Dataset content START

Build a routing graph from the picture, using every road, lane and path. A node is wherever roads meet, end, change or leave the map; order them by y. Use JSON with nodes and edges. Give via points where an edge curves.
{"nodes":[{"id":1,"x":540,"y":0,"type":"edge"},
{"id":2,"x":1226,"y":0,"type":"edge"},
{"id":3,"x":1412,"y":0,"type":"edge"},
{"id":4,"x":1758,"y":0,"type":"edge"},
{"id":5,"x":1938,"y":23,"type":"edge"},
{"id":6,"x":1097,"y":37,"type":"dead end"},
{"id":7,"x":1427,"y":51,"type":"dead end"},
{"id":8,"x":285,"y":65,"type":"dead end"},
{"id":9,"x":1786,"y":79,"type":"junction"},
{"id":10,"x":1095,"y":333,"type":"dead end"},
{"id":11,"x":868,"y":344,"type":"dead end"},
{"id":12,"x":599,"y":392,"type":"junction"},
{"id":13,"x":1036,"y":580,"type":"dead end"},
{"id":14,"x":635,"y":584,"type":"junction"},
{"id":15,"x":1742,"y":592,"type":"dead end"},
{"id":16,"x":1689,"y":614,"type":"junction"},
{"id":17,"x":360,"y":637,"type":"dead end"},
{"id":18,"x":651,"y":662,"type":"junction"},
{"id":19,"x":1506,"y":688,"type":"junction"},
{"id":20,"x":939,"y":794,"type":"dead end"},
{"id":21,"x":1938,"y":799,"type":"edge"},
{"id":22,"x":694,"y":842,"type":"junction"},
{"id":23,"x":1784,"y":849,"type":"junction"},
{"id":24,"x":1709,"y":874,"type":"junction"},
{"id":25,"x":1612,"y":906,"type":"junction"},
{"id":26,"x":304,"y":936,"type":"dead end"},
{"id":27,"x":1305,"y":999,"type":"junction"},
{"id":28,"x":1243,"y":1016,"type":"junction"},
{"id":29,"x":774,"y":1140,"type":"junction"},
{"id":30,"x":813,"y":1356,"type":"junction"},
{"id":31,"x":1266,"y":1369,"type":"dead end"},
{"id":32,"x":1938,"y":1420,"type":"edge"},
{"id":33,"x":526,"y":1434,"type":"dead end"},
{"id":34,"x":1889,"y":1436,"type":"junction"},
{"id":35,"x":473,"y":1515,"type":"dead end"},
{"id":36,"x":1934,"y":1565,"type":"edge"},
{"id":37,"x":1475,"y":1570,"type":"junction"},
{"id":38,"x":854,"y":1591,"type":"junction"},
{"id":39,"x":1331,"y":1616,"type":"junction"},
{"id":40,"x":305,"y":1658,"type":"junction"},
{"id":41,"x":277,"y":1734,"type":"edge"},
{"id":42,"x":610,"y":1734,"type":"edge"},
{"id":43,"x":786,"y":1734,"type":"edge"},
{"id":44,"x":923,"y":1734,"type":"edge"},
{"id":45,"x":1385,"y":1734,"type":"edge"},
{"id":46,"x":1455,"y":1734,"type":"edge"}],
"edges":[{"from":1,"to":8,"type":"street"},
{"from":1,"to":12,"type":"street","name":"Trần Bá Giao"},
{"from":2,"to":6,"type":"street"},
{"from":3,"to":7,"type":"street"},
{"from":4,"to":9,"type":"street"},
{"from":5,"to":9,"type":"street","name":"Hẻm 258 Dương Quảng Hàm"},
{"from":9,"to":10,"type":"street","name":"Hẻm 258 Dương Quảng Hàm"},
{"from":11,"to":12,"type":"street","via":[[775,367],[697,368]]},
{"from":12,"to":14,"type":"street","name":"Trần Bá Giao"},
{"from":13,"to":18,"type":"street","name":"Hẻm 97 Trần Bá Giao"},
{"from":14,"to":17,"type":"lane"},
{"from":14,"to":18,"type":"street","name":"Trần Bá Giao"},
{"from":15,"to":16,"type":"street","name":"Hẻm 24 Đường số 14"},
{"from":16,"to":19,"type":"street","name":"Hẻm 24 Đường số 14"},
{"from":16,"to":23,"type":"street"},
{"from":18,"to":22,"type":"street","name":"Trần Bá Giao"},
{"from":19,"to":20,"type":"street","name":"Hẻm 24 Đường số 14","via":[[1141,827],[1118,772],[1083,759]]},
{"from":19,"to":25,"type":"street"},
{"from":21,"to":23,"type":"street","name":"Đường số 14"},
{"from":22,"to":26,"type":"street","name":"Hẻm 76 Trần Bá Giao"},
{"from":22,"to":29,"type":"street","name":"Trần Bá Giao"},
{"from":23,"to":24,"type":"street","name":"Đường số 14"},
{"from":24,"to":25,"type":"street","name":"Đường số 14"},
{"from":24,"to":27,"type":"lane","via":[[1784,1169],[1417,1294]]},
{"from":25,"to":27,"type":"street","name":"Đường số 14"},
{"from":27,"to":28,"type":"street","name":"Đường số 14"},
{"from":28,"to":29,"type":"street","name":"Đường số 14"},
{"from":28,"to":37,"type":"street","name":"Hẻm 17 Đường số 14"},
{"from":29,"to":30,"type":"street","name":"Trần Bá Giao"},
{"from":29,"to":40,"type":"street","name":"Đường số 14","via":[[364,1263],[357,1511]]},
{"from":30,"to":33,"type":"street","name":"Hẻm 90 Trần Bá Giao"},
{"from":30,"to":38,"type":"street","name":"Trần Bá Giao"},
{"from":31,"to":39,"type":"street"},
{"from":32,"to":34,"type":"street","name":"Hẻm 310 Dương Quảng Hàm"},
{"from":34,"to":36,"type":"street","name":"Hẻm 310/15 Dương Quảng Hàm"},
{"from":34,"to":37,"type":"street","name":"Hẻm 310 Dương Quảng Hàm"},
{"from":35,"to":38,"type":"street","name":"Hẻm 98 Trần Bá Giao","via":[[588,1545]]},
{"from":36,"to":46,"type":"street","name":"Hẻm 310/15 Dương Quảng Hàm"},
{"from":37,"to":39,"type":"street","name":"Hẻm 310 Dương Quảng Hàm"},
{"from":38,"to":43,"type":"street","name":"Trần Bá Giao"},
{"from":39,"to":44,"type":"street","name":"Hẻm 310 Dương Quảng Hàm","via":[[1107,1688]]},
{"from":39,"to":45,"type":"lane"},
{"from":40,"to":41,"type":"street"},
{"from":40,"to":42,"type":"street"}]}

Dataset content END

What you should do
Tell how many lines of the records above contain "Trần", replying with the number only.

Finished task
12